↓
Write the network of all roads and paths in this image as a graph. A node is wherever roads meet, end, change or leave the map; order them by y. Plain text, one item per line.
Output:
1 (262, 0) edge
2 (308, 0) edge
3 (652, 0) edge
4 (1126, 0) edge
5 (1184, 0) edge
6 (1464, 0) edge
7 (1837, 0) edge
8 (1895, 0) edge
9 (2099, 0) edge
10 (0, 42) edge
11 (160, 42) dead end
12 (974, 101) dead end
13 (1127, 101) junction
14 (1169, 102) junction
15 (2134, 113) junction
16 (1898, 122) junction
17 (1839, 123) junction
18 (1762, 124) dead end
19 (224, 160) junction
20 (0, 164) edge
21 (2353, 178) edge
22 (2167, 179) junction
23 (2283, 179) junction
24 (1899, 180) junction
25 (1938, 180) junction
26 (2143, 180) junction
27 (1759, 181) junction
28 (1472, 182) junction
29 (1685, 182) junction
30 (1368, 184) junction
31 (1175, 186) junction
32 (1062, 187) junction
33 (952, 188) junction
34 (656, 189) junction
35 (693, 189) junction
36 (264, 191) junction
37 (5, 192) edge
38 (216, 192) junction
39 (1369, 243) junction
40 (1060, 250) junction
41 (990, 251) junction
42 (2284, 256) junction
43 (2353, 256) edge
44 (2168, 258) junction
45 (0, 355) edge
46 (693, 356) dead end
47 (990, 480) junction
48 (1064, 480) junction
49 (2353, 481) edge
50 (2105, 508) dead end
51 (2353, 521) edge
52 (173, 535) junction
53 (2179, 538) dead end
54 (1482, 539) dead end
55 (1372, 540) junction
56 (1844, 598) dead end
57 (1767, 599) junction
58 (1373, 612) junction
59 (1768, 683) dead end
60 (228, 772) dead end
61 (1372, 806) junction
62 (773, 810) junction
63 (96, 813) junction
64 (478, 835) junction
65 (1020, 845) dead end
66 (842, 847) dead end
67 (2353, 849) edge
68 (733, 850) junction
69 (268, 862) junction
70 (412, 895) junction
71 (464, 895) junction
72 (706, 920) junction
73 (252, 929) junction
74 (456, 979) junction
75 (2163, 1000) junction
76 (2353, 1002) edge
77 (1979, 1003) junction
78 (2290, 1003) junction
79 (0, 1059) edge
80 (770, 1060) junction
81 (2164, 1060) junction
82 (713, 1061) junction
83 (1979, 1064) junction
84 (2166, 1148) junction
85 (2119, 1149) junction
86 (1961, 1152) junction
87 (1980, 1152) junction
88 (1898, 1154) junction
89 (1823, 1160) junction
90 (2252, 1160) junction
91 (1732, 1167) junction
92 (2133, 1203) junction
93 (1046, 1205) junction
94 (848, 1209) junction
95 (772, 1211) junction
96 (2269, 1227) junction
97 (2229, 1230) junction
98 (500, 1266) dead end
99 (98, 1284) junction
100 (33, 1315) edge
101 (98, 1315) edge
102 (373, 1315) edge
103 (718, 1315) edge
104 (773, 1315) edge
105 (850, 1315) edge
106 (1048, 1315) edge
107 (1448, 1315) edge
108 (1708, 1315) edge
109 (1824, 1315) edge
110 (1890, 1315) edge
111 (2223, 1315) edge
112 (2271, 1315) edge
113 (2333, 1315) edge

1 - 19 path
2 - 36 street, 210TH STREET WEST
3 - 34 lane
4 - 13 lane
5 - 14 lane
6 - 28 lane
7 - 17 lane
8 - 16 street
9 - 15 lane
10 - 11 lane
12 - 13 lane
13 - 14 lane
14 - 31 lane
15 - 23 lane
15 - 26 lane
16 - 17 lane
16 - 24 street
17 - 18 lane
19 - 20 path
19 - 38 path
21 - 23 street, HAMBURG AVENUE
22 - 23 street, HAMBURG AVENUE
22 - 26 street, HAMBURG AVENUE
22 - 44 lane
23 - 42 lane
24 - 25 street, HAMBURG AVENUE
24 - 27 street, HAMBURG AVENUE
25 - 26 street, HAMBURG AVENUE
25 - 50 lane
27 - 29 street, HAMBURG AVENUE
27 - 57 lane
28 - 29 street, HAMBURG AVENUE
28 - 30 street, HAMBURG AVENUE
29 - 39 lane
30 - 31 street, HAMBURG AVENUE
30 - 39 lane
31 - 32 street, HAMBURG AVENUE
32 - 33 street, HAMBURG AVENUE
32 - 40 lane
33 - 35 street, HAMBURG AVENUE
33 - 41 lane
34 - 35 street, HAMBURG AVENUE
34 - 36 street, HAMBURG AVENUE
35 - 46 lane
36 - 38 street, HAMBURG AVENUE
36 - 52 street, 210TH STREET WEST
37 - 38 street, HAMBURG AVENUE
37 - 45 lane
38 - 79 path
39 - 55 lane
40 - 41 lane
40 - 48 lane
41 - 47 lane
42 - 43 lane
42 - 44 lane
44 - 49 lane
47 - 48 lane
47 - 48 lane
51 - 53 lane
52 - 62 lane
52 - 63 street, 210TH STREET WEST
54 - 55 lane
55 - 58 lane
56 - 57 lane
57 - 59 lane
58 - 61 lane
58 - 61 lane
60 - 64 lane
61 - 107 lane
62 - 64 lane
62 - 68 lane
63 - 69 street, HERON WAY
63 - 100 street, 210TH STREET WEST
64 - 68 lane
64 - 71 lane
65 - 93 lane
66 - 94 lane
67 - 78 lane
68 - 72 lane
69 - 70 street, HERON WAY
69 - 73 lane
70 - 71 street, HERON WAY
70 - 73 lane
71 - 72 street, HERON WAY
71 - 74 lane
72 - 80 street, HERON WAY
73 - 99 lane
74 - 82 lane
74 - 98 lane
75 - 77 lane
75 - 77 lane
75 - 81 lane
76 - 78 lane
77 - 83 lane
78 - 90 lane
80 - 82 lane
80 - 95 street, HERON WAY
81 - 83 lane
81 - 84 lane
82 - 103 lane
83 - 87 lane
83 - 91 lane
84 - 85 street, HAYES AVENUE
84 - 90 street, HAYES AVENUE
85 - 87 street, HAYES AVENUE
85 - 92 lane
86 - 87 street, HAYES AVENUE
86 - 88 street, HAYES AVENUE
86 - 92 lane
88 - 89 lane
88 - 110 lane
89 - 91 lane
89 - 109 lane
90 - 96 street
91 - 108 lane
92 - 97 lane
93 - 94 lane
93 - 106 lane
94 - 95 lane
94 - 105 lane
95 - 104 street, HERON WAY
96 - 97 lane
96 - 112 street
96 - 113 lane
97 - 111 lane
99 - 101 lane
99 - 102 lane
↑
Output an exact copy of each record.

• _Output of the task_:
Write the network of all roads and paths in this image as a graph. A node is wherever roads meet, end, change or leave the map; order them by y. Plain text, one item per line.
Output:
1 (262, 0) edge
2 (308, 0) edge
3 (652, 0) edge
4 (1126, 0) edge
5 (1184, 0) edge
6 (1464, 0) edge
7 (1837, 0) edge
8 (1895, 0) edge
9 (2099, 0) edge
10 (0, 42) edge
11 (160, 42) dead end
12 (974, 101) dead end
13 (1127, 101) junction
14 (1169, 102) junction
15 (2134, 113) junction
16 (1898, 122) junction
17 (1839, 123) junction
18 (1762, 124) dead end
19 (224, 160) junction
20 (0, 164) edge
21 (2353, 178) edge
22 (2167, 179) junction
23 (2283, 179) junction
24 (1899, 180) junction
25 (1938, 180) junction
26 (2143, 180) junction
27 (1759, 181) junction
28 (1472, 182) junction
29 (1685, 182) junction
30 (1368, 184) junction
31 (1175, 186) junction
32 (1062, 187) junction
33 (952, 188) junction
34 (656, 189) junction
35 (693, 189) junction
36 (264, 191) junction
37 (5, 192) edge
38 (216, 192) junction
39 (1369, 243) junction
40 (1060, 250) junction
41 (990, 251) junction
42 (2284, 256) junction
43 (2353, 256) edge
44 (2168, 258) junction
45 (0, 355) edge
46 (693, 356) dead end
47 (990, 480) junction
48 (1064, 480) junction
49 (2353, 481) edge
50 (2105, 508) dead end
51 (2353, 521) edge
52 (173, 535) junction
53 (2179, 538) dead end
54 (1482, 539) dead end
55 (1372, 540) junction
56 (1844, 598) dead end
57 (1767, 599) junction
58 (1373, 612) junction
59 (1768, 683) dead end
60 (228, 772) dead end
61 (1372, 806) junction
62 (773, 810) junction
63 (96, 813) junction
64 (478, 835) junction
65 (1020, 845) dead end
66 (842, 847) dead end
67 (2353, 849) edge
68 (733, 850) junction
69 (268, 862) junction
70 (412, 895) junction
71 (464, 895) junction
72 (706, 920) junction
73 (252, 929) junction
74 (456, 979) junction
75 (2163, 1000) junction
76 (2353, 1002) edge
77 (1979, 1003) junction
78 (2290, 1003) junction
79 (0, 1059) edge
80 (770, 1060) junction
81 (2164, 1060) junction
82 (713, 1061) junction
83 (1979, 1064) junction
84 (2166, 1148) junction
85 (2119, 1149) junction
86 (1961, 1152) junction
87 (1980, 1152) junction
88 (1898, 1154) junction
89 (1823, 1160) junction
90 (2252, 1160) junction
91 (1732, 1167) junction
92 (2133, 1203) junction
93 (1046, 1205) junction
94 (848, 1209) junction
95 (772, 1211) junction
96 (2269, 1227) junction
97 (2229, 1230) junction
98 (500, 1266) dead end
99 (98, 1284) junction
100 (33, 1315) edge
101 (98, 1315) edge
102 (373, 1315) edge
103 (718, 1315) edge
104 (773, 1315) edge
105 (850, 1315) edge
106 (1048, 1315) edge
107 (1448, 1315) edge
108 (1708, 1315) edge
109 (1824, 1315) edge
110 (1890, 1315) edge
111 (2223, 1315) edge
112 (2271, 1315) edge
113 (2333, 1315) edge

1 - 19 path
2 - 36 street, 210TH STREET WEST
3 - 34 lane
4 - 13 lane
5 - 14 lane
6 - 28 lane
7 - 17 lane
8 - 16 street
9 - 15 lane
10 - 11 lane
12 - 13 lane
13 - 14 lane
14 - 31 lane
15 - 23 lane
15 - 26 lane
16 - 17 lane
16 - 24 street
17 - 18 lane
19 - 20 path
19 - 38 path
21 - 23 street, HAMBURG AVENUE
22 - 23 street, HAMBURG AVENUE
22 - 26 street, HAMBURG AVENUE
22 - 44 lane
23 - 42 lane
24 - 25 street, HAMBURG AVENUE
24 - 27 street, HAMBURG AVENUE
25 - 26 street, HAMBURG AVENUE
25 - 50 lane
27 - 29 street, HAMBURG AVENUE
27 - 57 lane
28 - 29 street, HAMBURG AVENUE
28 - 30 street, HAMBURG AVENUE
29 - 39 lane
30 - 31 street, HAMBURG AVENUE
30 - 39 lane
31 - 32 street, HAMBURG AVENUE
32 - 33 street, HAMBURG AVENUE
32 - 40 lane
33 - 35 street, HAMBURG AVENUE
33 - 41 lane
34 - 35 street, HAMBURG AVENUE
34 - 36 street, HAMBURG AVENUE
35 - 46 lane
36 - 38 street, HAMBURG AVENUE
36 - 52 street, 210TH STREET WEST
37 - 38 street, HAMBURG AVENUE
37 - 45 lane
38 - 79 path
39 - 55 lane
40 - 41 lane
40 - 48 lane
41 - 47 lane
42 - 43 lane
42 - 44 lane
44 - 49 lane
47 - 48 lane
47 - 48 lane
51 - 53 lane
52 - 62 lane
52 - 63 street, 210TH STREET WEST
54 - 55 lane
55 - 58 lane
56 - 57 lane
57 - 59 lane
58 - 61 lane
58 - 61 lane
60 - 64 lane
61 - 107 lane
62 - 64 lane
62 - 68 lane
63 - 69 street, HERON WAY
63 - 100 street, 210TH STREET WEST
64 - 68 lane
64 - 71 lane
65 - 93 lane
66 - 94 lane
67 - 78 lane
68 - 72 lane
69 - 70 street, HERON WAY
69 - 73 lane
70 - 71 street, HERON WAY
70 - 73 lane
71 - 72 street, HERON WAY
71 - 74 lane
72 - 80 street, HERON WAY
73 - 99 lane
74 - 82 lane
74 - 98 lane
75 - 77 lane
75 - 77 lane
75 - 81 lane
76 - 78 lane
77 - 83 lane
78 - 90 lane
80 - 82 lane
80 - 95 street, HERON WAY
81 - 83 lane
81 - 84 lane
82 - 103 lane
83 - 87 lane
83 - 91 lane
84 - 85 street, HAYES AVENUE
84 - 90 street, HAYES AVENUE
85 - 87 street, HAYES AVENUE
85 - 92 lane
86 - 87 street, HAYES AVENUE
86 - 88 street, HAYES AVENUE
86 - 92 lane
88 - 89 lane
88 - 110 lane
89 - 91 lane
89 - 109 lane
90 - 96 street
91 - 108 lane
92 - 97 lane
93 - 94 lane
93 - 106 lane
94 - 95 lane
94 - 105 lane
95 - 104 street, HERON WAY
96 - 97 lane
96 - 112 street
96 - 113 lane
97 - 111 lane
99 - 101 lane
99 - 102 lane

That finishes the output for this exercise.